Вы не можете даже представить, дорогой мой Петрус, контраста между этим темным залом с его разрозненной трухлявой мебелью, с его мрачными почерневшими стенами и этой сладостной музыкой, даруемой изящным клавесином, и этим свежим голосом, слетающим с розовых уст!
Мне казалось, что я вижу, как дрожат от изумления и фаянсовая посуда в сундуках, и картины в рамах, и пламя в камине.
Окно оставалось открытым, чтобы пропускать к нам последние лучи осеннего солнца, которое до конца октября словно сопровождало уходящий год, и гармония через оконное отверстие изливалась наружу подобно тому, как сквозь трещины сосуда просачивается заключенный в нем аромат.
В эту минуту под окном проходил какой-то крестьянин и, услышав музыку, застыл, словно пригвожденный к своему месту.
– Аr Gorrigan! – воскликнул он, зовя одного из своих спутников.
Тот подбежал.
– Фея! – вырвалось у него.
Затем к этим двум крестьянам присоединился третий, четвертый, пятый, и через десять минут полдеревни толпилось перед пасторским домом.
Когда Дженни кончила играть, они все еще стояли в ожидании, ни о чем не смея просить, но все еще не теряя надежды вновь услышать музыку.
И тогда я попросил Дженни, чтобы она продолжала играть и петь.

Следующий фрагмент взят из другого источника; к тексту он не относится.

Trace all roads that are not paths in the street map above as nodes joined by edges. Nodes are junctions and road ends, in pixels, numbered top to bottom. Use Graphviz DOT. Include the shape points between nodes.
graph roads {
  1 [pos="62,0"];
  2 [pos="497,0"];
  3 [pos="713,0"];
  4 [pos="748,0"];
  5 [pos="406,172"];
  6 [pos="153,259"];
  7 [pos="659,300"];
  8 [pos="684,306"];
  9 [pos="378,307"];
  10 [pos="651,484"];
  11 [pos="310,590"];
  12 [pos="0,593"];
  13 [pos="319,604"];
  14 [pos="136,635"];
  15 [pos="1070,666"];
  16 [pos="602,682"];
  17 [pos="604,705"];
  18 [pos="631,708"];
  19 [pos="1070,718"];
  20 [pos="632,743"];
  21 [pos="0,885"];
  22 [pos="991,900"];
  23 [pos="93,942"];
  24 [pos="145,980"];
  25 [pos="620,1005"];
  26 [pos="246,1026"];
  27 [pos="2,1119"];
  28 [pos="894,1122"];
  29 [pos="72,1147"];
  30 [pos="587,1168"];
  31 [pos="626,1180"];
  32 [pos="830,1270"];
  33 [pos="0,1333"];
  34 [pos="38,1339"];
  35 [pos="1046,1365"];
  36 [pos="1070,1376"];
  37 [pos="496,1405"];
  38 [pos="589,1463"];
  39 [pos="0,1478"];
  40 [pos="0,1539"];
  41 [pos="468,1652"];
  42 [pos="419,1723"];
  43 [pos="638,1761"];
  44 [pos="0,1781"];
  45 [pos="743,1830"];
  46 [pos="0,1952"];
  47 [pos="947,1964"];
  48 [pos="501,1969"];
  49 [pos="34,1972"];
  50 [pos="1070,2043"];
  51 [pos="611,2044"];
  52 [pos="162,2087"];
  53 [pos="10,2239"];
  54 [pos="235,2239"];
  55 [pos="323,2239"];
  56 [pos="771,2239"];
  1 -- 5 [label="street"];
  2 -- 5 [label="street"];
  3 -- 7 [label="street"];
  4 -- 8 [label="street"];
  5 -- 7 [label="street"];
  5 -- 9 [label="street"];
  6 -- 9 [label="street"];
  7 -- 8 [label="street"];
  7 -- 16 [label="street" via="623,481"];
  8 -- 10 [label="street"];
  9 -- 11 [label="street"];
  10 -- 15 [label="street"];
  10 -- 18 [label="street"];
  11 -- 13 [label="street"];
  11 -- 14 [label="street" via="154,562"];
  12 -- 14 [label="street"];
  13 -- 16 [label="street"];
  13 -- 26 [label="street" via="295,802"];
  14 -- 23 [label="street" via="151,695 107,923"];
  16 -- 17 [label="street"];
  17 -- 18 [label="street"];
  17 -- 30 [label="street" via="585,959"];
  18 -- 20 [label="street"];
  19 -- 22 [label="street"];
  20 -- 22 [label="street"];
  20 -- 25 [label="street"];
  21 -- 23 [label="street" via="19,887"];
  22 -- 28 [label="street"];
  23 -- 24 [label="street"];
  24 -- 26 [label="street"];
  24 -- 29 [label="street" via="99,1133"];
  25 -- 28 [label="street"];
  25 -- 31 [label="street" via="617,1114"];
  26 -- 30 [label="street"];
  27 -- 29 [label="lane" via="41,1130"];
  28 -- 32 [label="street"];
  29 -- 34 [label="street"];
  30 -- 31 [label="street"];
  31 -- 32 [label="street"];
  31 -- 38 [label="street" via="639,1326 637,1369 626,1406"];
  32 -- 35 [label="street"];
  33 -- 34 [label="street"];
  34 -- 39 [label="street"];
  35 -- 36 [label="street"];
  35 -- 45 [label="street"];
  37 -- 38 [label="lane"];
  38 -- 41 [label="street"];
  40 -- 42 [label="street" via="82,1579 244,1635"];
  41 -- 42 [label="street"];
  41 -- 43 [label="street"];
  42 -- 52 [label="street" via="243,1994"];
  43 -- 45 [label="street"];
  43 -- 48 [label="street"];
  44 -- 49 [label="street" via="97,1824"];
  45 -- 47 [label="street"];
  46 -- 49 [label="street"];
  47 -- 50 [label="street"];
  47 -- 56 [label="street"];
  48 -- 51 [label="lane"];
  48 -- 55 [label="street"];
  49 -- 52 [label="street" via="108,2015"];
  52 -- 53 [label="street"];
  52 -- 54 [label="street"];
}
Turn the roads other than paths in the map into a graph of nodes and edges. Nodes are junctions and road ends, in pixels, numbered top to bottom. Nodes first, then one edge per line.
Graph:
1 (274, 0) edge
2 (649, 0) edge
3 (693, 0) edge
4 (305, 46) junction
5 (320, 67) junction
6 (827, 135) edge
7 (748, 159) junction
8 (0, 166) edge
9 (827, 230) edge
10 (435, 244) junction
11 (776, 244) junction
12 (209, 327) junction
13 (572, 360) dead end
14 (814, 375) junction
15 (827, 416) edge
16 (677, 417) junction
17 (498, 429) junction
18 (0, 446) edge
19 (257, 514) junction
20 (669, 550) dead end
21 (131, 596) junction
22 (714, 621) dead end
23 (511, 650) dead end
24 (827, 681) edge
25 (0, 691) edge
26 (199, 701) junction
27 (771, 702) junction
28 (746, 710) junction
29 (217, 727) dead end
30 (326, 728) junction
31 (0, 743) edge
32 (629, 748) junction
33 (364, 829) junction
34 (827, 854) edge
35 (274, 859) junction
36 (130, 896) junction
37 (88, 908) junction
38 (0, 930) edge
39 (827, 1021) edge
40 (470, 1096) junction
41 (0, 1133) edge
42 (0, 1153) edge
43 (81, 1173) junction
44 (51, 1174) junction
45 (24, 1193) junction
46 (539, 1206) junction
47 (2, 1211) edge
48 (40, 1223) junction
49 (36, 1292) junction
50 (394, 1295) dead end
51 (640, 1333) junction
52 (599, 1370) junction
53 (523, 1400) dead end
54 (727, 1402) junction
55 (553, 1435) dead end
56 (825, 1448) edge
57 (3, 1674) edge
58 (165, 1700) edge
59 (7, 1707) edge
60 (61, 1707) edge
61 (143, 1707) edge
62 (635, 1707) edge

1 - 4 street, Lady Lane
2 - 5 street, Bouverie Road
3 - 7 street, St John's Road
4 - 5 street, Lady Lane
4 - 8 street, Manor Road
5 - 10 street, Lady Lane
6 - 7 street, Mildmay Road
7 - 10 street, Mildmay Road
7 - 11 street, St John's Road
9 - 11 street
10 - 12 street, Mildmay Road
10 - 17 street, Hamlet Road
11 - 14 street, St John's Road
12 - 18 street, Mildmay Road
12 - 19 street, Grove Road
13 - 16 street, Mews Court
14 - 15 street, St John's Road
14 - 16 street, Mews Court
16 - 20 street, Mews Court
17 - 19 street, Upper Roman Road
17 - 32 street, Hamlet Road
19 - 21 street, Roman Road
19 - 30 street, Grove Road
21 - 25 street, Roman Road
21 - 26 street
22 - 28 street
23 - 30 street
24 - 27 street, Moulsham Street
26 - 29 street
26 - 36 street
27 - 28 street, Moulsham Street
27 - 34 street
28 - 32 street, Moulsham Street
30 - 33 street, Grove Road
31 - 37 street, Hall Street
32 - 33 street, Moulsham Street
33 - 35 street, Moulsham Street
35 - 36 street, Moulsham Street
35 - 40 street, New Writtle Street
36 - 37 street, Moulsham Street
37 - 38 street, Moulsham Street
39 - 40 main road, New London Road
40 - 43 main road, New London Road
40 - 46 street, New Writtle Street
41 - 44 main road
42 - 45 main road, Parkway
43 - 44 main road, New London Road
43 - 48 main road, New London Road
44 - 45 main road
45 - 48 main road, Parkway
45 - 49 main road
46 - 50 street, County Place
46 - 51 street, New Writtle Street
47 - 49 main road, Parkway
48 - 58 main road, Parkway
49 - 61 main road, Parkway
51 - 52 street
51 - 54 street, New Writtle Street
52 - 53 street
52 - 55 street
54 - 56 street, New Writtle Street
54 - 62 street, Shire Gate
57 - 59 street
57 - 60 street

Крестьяне поняли, о чем я ее просил, и все закричали в один голос:
– C'houaz! C'houaz![434]
Дженни улыбнулась и пела для них столько, сколько им хотелось.
Наконец, поскольку наступила ночь, она поднялась и раскланялась перед своими слушателями; тогда они зааплодировали, и старый бард, о котором я уже упоминал, чинно выступил вперед и произнес два стиха валлийской песни:[435]
– У жены нового пастора стая соловьев, закрытых в большом ящике; она их заставляет петь, когда ее о том попросят, даже если просят бедняки… Храни Господь жену нового пастора от проклятия дамы в сером!
Увы, о ней я уже немного сказал в двух словах, обрисовав наш дом как унылый и темный, но все же далеко не столь унылый и темный, каким он является в действительности.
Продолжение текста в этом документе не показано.